If the child turns 21 and “ages out” during the immigration process, the child generally is no longer eligible to immigrate with the parent based on the parent’s petition.

Under this new guidance, the U.S. Citizenship and Immigration Services (USCIS) will now use the Dates for Filing chart to calculate these noncitizens’ ages for CSPA purposes, which provides these noncitizens with more certainty about their eligibility to adjust their status.

The Department of State’s Visa Bulletin is used to determine when a visa number becomes available. The Visa Bulletin has two charts – the Dates for Filing chart and the Final Action Date chart.

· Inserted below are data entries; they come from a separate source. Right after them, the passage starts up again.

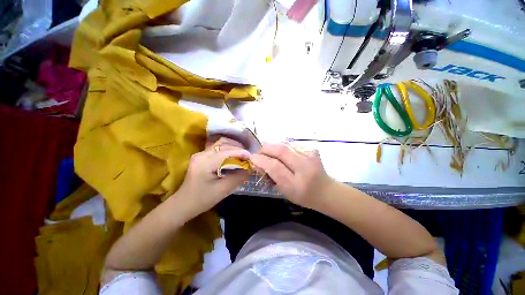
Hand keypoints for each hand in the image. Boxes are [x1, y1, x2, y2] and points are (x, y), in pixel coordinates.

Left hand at [176, 137, 249, 216]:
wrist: (184, 204)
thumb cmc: (202, 199)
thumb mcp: (222, 191)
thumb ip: (238, 178)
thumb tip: (250, 168)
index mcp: (204, 163)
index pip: (225, 152)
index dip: (240, 152)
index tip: (251, 157)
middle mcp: (201, 154)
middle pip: (223, 144)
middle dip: (238, 148)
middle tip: (248, 156)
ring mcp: (200, 154)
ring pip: (220, 143)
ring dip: (233, 146)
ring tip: (243, 154)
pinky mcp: (202, 156)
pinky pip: (218, 147)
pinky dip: (228, 149)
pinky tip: (234, 154)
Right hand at [250, 143, 334, 208]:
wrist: (326, 191)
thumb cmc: (303, 196)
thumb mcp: (285, 191)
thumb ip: (272, 176)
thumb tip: (259, 162)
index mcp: (297, 184)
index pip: (275, 166)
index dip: (261, 160)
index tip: (252, 157)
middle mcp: (305, 167)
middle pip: (281, 150)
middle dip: (266, 148)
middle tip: (260, 152)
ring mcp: (310, 155)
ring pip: (285, 144)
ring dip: (274, 146)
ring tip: (269, 152)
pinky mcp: (312, 149)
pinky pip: (292, 144)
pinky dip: (283, 147)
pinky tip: (283, 153)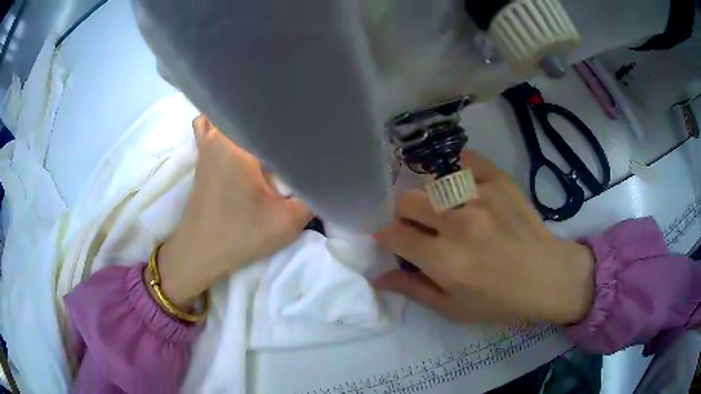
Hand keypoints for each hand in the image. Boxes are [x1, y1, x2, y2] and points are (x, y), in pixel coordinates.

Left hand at [156, 115, 311, 308]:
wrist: (199, 252)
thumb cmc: (240, 236)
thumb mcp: (287, 222)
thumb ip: (313, 196)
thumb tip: (327, 177)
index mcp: (241, 144)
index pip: (276, 120)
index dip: (299, 124)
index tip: (315, 130)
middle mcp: (221, 135)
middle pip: (253, 112)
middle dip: (277, 118)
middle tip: (297, 132)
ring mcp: (207, 143)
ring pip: (229, 114)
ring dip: (248, 119)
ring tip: (268, 130)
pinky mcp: (201, 155)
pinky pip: (208, 126)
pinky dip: (222, 123)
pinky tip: (237, 133)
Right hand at [374, 152, 594, 324]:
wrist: (548, 278)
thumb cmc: (500, 301)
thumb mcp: (453, 309)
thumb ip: (414, 290)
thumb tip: (379, 277)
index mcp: (444, 261)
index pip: (395, 234)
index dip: (385, 235)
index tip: (392, 238)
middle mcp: (459, 224)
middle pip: (408, 201)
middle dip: (405, 214)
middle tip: (421, 226)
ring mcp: (481, 197)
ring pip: (434, 182)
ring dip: (433, 197)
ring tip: (448, 209)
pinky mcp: (500, 182)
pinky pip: (468, 161)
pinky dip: (460, 169)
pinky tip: (464, 183)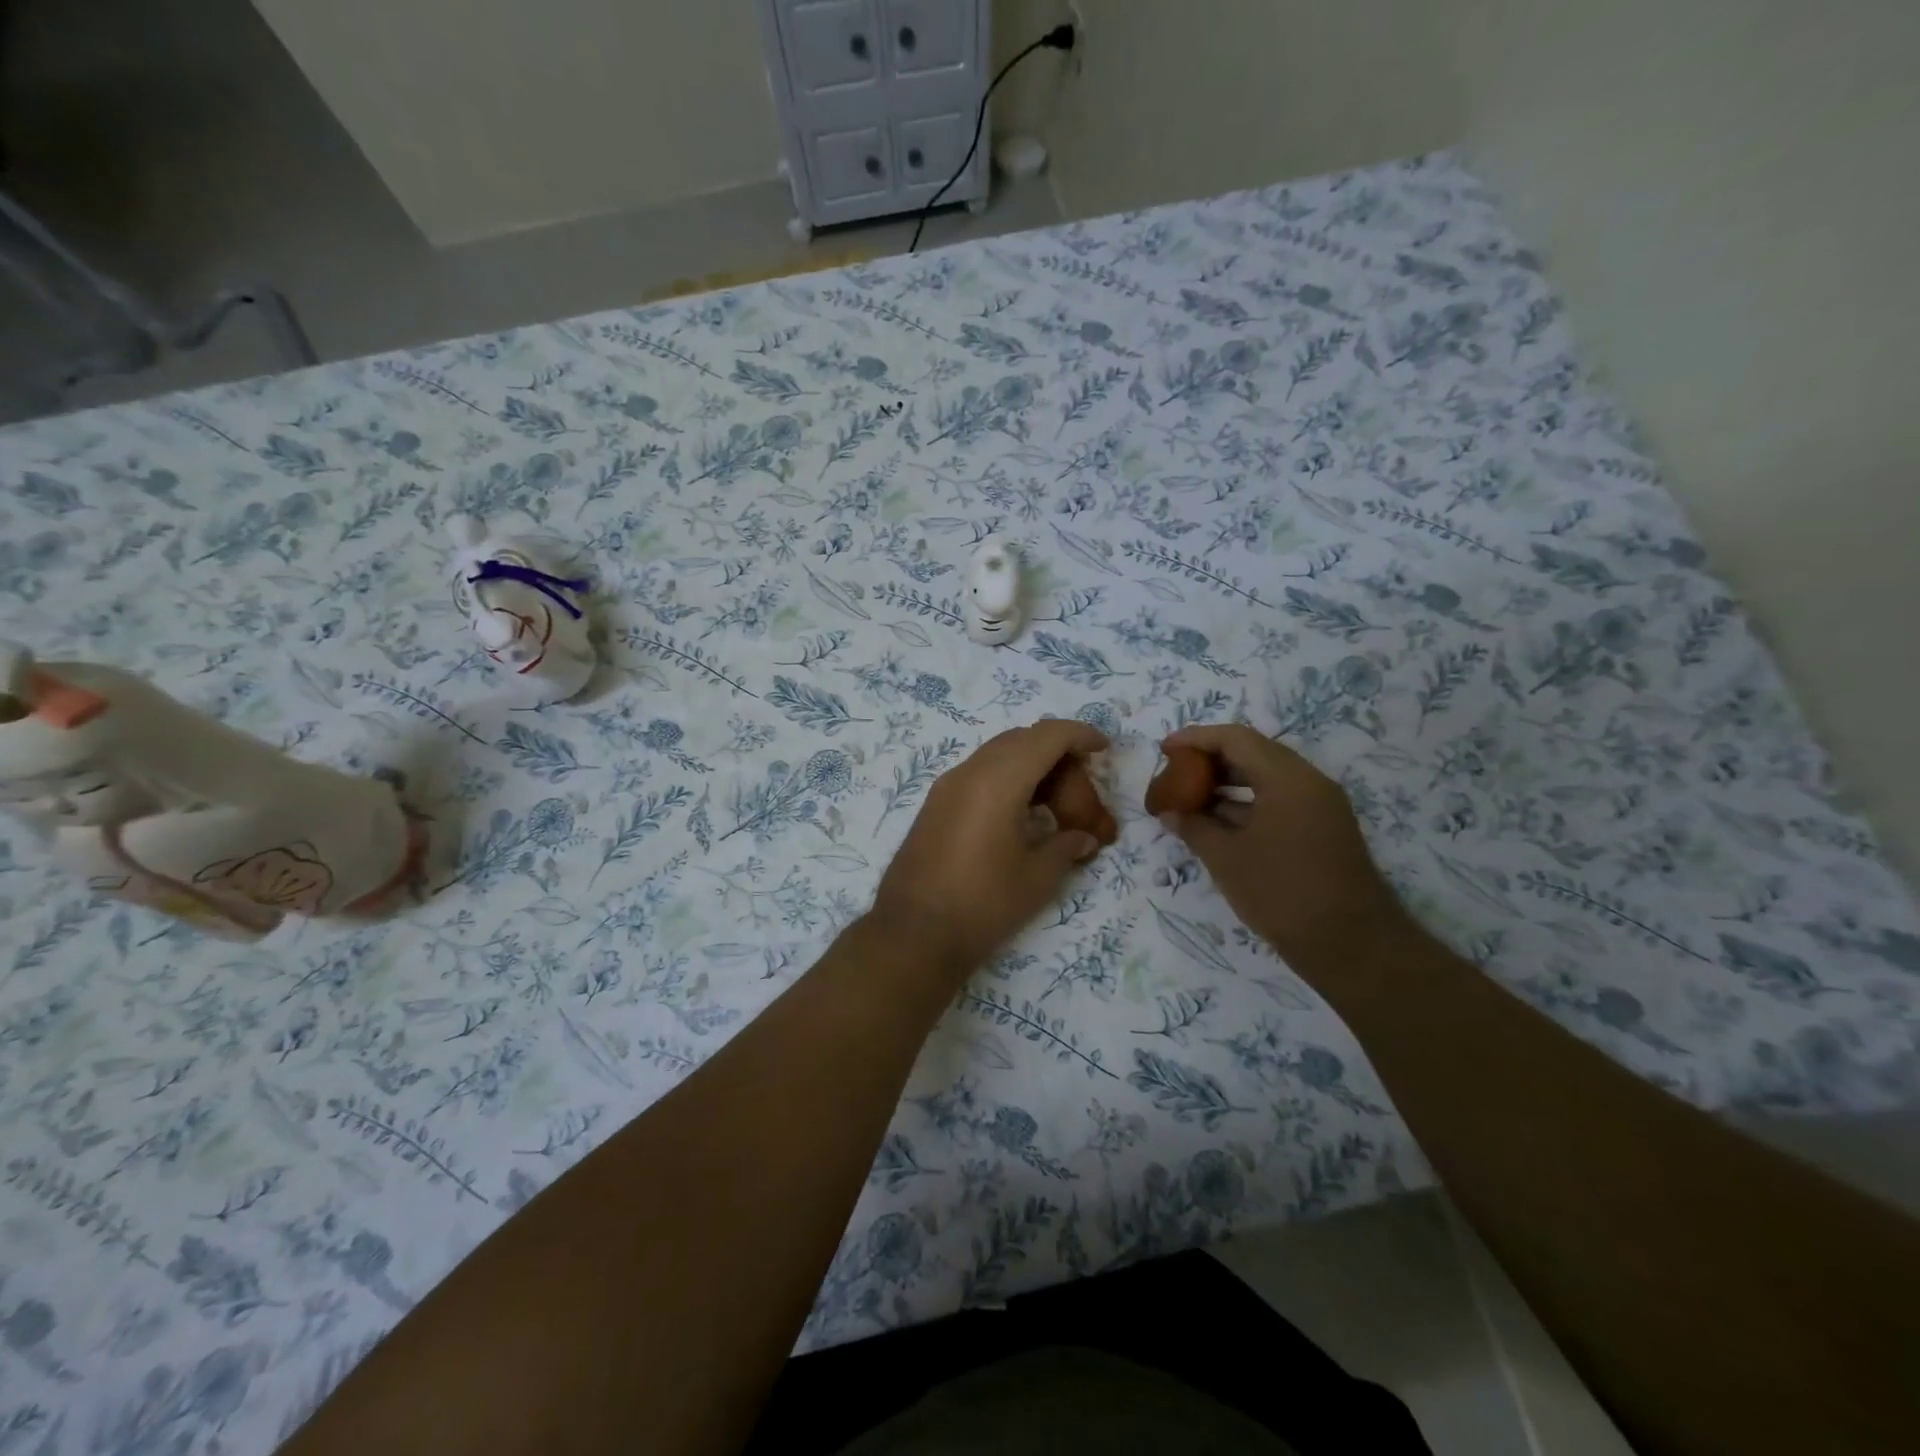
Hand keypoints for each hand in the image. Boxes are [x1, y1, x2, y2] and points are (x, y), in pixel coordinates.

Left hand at [871, 719, 1109, 977]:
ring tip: (1056, 802)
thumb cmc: (983, 904)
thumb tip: (1084, 837)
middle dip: (1057, 753)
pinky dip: (1008, 780)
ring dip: (1031, 766)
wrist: (913, 934)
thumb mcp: (1037, 877)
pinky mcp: (936, 805)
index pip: (1046, 736)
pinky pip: (979, 774)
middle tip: (1082, 786)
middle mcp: (969, 772)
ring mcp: (947, 787)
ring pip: (998, 755)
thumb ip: (1066, 847)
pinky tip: (1022, 813)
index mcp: (998, 781)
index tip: (1103, 748)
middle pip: (1021, 740)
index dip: (1079, 735)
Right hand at [1157, 725, 1410, 971]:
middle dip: (1211, 760)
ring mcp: (1320, 806)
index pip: (1236, 739)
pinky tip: (1217, 823)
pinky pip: (1279, 800)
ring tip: (1189, 799)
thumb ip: (1194, 827)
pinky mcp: (1323, 829)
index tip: (1165, 749)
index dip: (1196, 738)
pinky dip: (1247, 804)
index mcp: (1287, 779)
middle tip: (1175, 773)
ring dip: (1228, 784)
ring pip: (1267, 778)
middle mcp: (1309, 782)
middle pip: (1253, 753)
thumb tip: (1170, 812)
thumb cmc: (1282, 894)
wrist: (1351, 945)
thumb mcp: (1227, 859)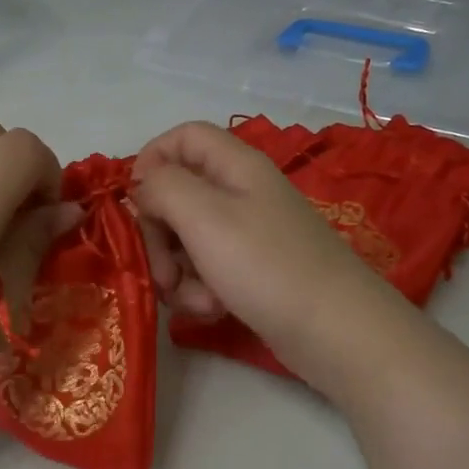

Under the previous CSPA guidance, USCIS considered a visa available for purposes of the CSPA age calculation based only on the Final Action Date chart, even if a noncitizen could apply for adjustment of status using the earlier date in the “Dates for Filing” chart.

For applications already denied…

Immigrants can file a motion to reopen their previously denied adjustment of status application with USCIS by using Form I-290B, Notice of Appeal or Motion.

For example, between October and December 2020, certain noncitizens were permitted to file their adjustment of status applications under the Dates for Filing chart of the Visa Bulletin.

However, the Final Action Date chart never advanced sufficiently for their applications to be approved. These noncitizens filed their adjustment of status applications with the requisite fee without knowing whether the CSPA would benefit them.

These applicants must file motions to reopen within 30 days of the decision. For a motion filed more than 30 days after the denial, USCIS may, in its discretion, excuse the untimely filing of the motion if the noncitizen demonstrates that the delay was reasonable and was beyond the applicant’s control.

The new update will not prevent all children from aging out before an immigrant visa is available to them, nor will it prevent children from losing nonimmigrant status derived from their parents upon reaching the actual age of 21, the USCIS said in a press release.

The wait list
As per the official record, in April 2020, there were an estimated 253,293 children waiting to obtain permanent residency based on their parents’ employment-based immigrant visa petitions and at risk of aging out.

Without a legal status to remain in the United States, children who age out must attempt to transition to a new temporary status (such as a student visa classification), self-deport, or become undocumented and risk being subjected to enforcement action.

Those who manage to obtain temporary status often find themselves without any path to permanent status unless they can graduate college, qualify for temporary employment (such as being sponsored for an H-1B visa) and then be sponsored for an immigrant visa and re-enter the Green Card queue from the back of the line.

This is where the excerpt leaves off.